The pandemic has helped accelerate normally slow-moving bureaucracy into hyperdrive and aligned often disparate groups with the kind of efficiency Queen Padmé Amidala dreamt of when she ousted Chancellor Finis Valorum in "The Phantom Menace."

“It does feel like a major accomplishment to get this many people on the same page to move towards something like this together,” Shannon said. “We would have liked to see these kinds of places set up prior to a pandemic but I'm glad that now that this pandemic has hit, and we're feeling it in our community, that we're doing everything we can to keep each other safe.”

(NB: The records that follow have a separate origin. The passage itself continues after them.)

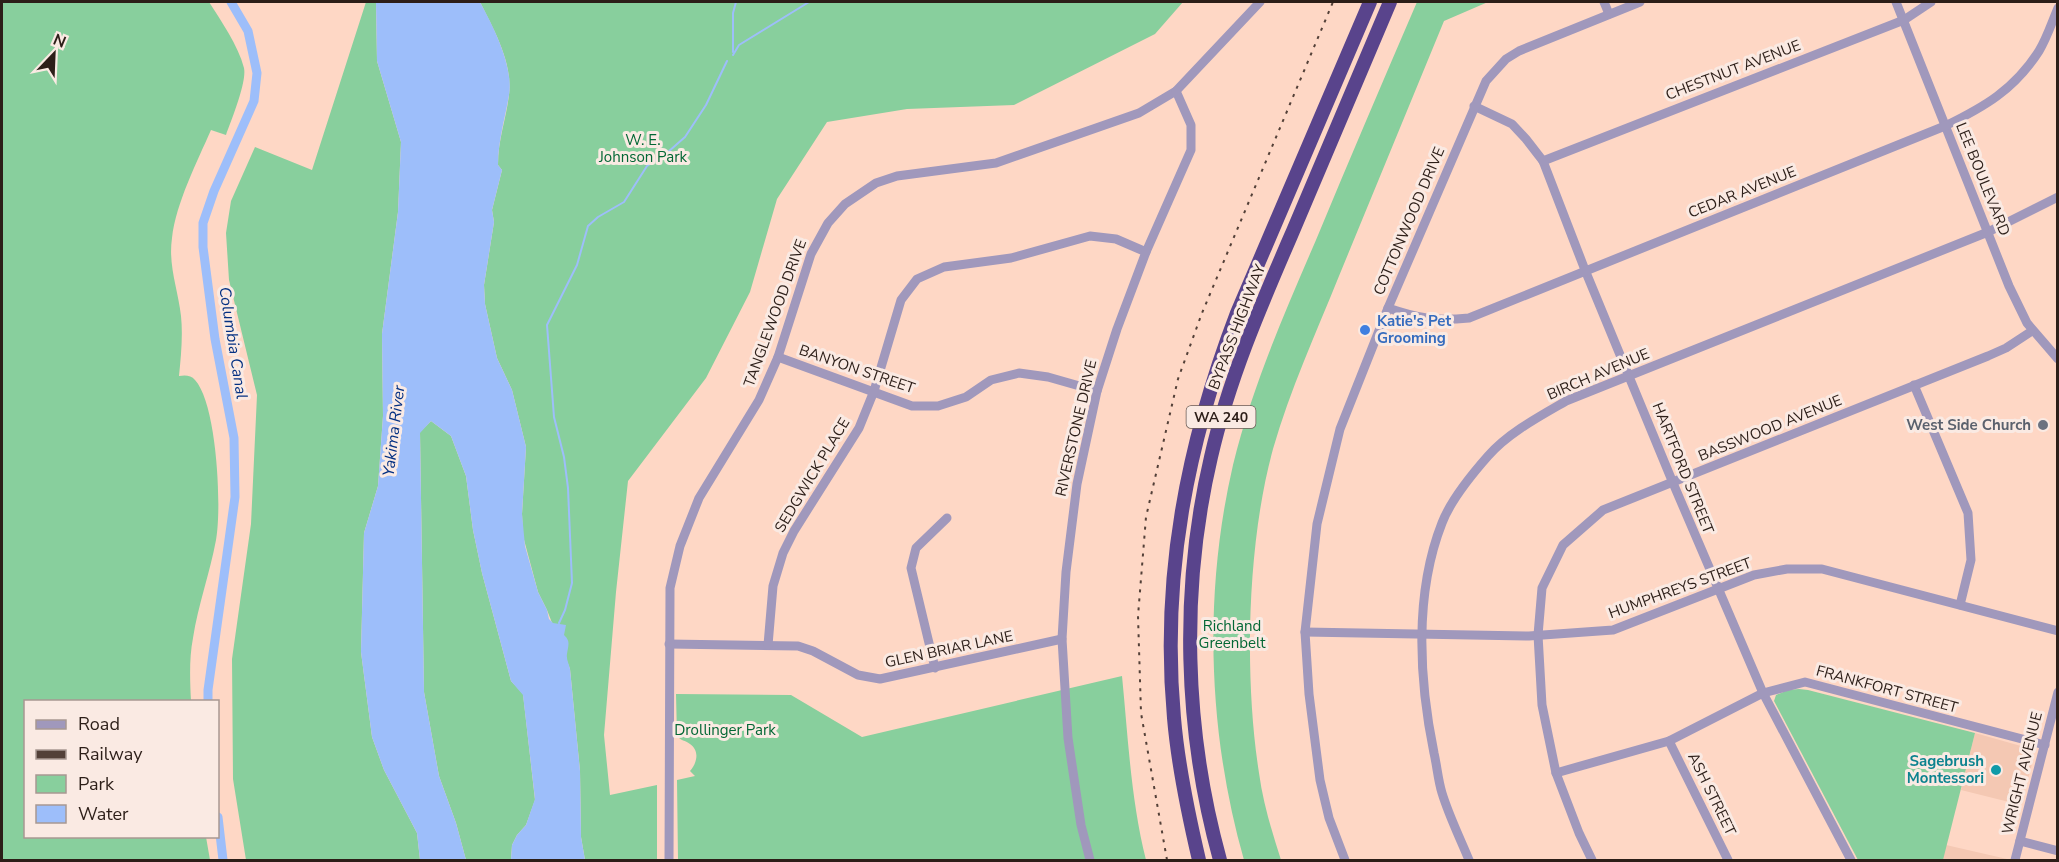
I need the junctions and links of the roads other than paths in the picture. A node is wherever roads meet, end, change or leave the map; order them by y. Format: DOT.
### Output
graph roads {
  1 [pos="1260,2"];
  2 [pos="1370,2"];
  3 [pos="1390,2"];
  4 [pos="1604,2"];
  5 [pos="1640,2"];
  6 [pos="1896,2"];
  7 [pos="1931,2"];
  8 [pos="2058,8"];
  9 [pos="1609,14"];
  10 [pos="1904,20"];
  11 [pos="1176,91"];
  12 [pos="1474,106"];
  13 [pos="1945,126"];
  14 [pos="1543,160"];
  15 [pos="2058,196"];
  16 [pos="1988,232"];
  17 [pos="1146,252"];
  18 [pos="1585,270"];
  19 [pos="1388,308"];
  20 [pos="2032,331"];
  21 [pos="778,357"];
  22 [pos="2058,359"];
  23 [pos="1629,376"];
  24 [pos="1914,385"];
  25 [pos="874,391"];
  26 [pos="1097,392"];
  27 [pos="1672,483"];
  28 [pos="947,518"];
  29 [pos="1717,589"];
  30 [pos="1960,605"];
  31 [pos="2058,631"];
  32 [pos="1305,632"];
  33 [pos="1422,635"];
  34 [pos="1538,635"];
  35 [pos="1062,639"];
  36 [pos="669,644"];
  37 [pos="768,645"];
  38 [pos="935,668"];
  39 [pos="2058,692"];
  40 [pos="1763,693"];
  41 [pos="1669,741"];
  42 [pos="2045,746"];
  43 [pos="1556,773"];
  44 [pos="2020,841"];
  45 [pos="2058,851"];
  46 [pos="669,861"];
  47 [pos="1090,861"];
  48 [pos="1199,861"];
  49 [pos="1220,861"];
  50 [pos="1345,861"];
  51 [pos="1469,861"];
  52 [pos="1592,861"];
  53 [pos="1728,861"];
  54 [pos="1851,861"];
  55 [pos="2015,861"];
  1 -- 11 [label="street, TANGLEWOOD DRIVE"];
  2 -- 48 [label="highway, BYPASS HIGHWAY / WA 240"];
  3 -- 49 [label="highway, BYPASS HIGHWAY / WA 240"];
  4 -- 9 [label="street"];
  5 -- 9 [label="street, COTTONWOOD DRIVE"];
  6 -- 10 [label="street, LEE BOULEVARD"];
  7 -- 10 [label="street, CHESTNUT AVENUE"];
  8 -- 13 [label="street, CEDAR AVENUE"];
  9 -- 12 [label="street, COTTONWOOD DRIVE"];
  10 -- 13 [label="street, LEE BOULEVARD"];
  10 -- 14 [label="street, CHESTNUT AVENUE"];
  11 -- 17 [label="street, RIVERSTONE DRIVE"];
  11 -- 21 [label="street, TANGLEWOOD DRIVE"];
  12 -- 14 [label="street, HARTFORD STREET"];
  12 -- 19 [label="street, COTTONWOOD DRIVE"];
  13 -- 16 [label="street, LEE BOULEVARD"];
  13 -- 18 [label="street, CEDAR AVENUE"];
  14 -- 18 [label="street, HARTFORD STREET"];
  15 -- 16 [label="street, BIRCH AVENUE"];
  16 -- 20 [label="street, LEE BOULEVARD"];
  16 -- 23 [label="street, BIRCH AVENUE"];
  17 -- 25 [label="street, SEDGWICK PLACE"];
  17 -- 26 [label="street, RIVERSTONE DRIVE"];
  18 -- 19 [label="street, CEDAR AVENUE"];
  18 -- 23 [label="street, HARTFORD STREET"];
  19 -- 32 [label="street, COTTONWOOD DRIVE"];
  20 -- 22 [label="street, LEE BOULEVARD"];
  20 -- 24 [label="street, BASSWOOD AVENUE"];
  21 -- 25 [label="street, BANYON STREET"];
  21 -- 36 [label="street, TANGLEWOOD DRIVE"];
  23 -- 27 [label="street, HARTFORD STREET"];
  23 -- 33 [label="street, BIRCH AVENUE"];
  24 -- 27 [label="street, BASSWOOD AVENUE"];
  24 -- 30 [label="street"];
  25 -- 26 [label="street, BANYON STREET"];
  25 -- 37 [label="street, SEDGWICK PLACE"];
  26 -- 35 [label="street, RIVERSTONE DRIVE"];
  27 -- 29 [label="street, HARTFORD STREET"];
  27 -- 34 [label="street, BASSWOOD AVENUE"];
  28 -- 38 [label="street"];
  29 -- 30 [label="street, HUMPHREYS STREET"];
  29 -- 34 [label="street, HUMPHREYS STREET"];
  29 -- 40 [label="street, HARTFORD STREET"];
  30 -- 31 [label="street, HUMPHREYS STREET"];
  32 -- 33 [label="street, HUMPHREYS STREET"];
  32 -- 50 [label="street, COTTONWOOD DRIVE"];
  33 -- 34 [label="street, HUMPHREYS STREET"];
  33 -- 51 [label="street, BIRCH AVENUE"];
  34 -- 43 [label="street, BASSWOOD AVENUE"];
  35 -- 38 [label="street, GLEN BRIAR LANE"];
  35 -- 47 [label="street, RIVERSTONE DRIVE"];
  36 -- 37 [label="street, GLEN BRIAR LANE"];
  36 -- 46 [label="street, TANGLEWOOD DRIVE"];
  37 -- 38 [label="street, GLEN BRIAR LANE"];
  39 -- 42 [label="street, WRIGHT AVENUE"];
  40 -- 41 [label="street, FRANKFORT STREET"];
  40 -- 42 [label="street, FRANKFORT STREET"];
  40 -- 54 [label="street, HARTFORD STREET"];
  41 -- 43 [label="street, FRANKFORT STREET"];
  41 -- 53 [label="street, ASH STREET"];
  42 -- 44 [label="street, WRIGHT AVENUE"];
  43 -- 52 [label="street, BASSWOOD AVENUE"];
  44 -- 45 [label="street"];
  44 -- 55 [label="street, WRIGHT AVENUE"];
}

Art Rios and Charles Johnson build tent platforms for an emergency outdoor shelter for unhoused people of color on April 10, 2020 in Portland, Oregon. The shelters are necessary to help the most vulnerable unhoused people safely shelter-in-place during the coronavirus pandemic.

Jonathan Levinson / OPB

One of the sites will prioritize people who identify as LGBTQ, another will be for people of color, and a third will be for a blended population including older adults, women, and people with disabilities. Applications are already being accepted at Street Roots, St Francis Dining Hall, Right 2 Dream Too, Q Center and JOIN PDX. Intake forms are also available online in English and Spanish.

Shannon has been processing applications at R2DToo and said demand is already high.

“We expect to have a lot more people apply to be part of these camps than we can possibly accept into them,” Shannon said. “Which is really hard.”

San Francisco was moving forward with a similar plan to house people at the city's convention center and the landmark Palace of Fine Arts. City leaders reversed course after a scathing article in the Street Sheet, a San Francisco newspaper published by the Coalition on Homelessness, decried the lack of handwashing stations, limited bathroom facilities, and insufficient personal space. Instead, San Francisco plans to rent up to 7,000 vacant hotel rooms in the city.

Multnomah County has reserved a limited number of hotel beds for people already in shelters who develop coronavirus symptoms but has not opted for large scale hotel usage.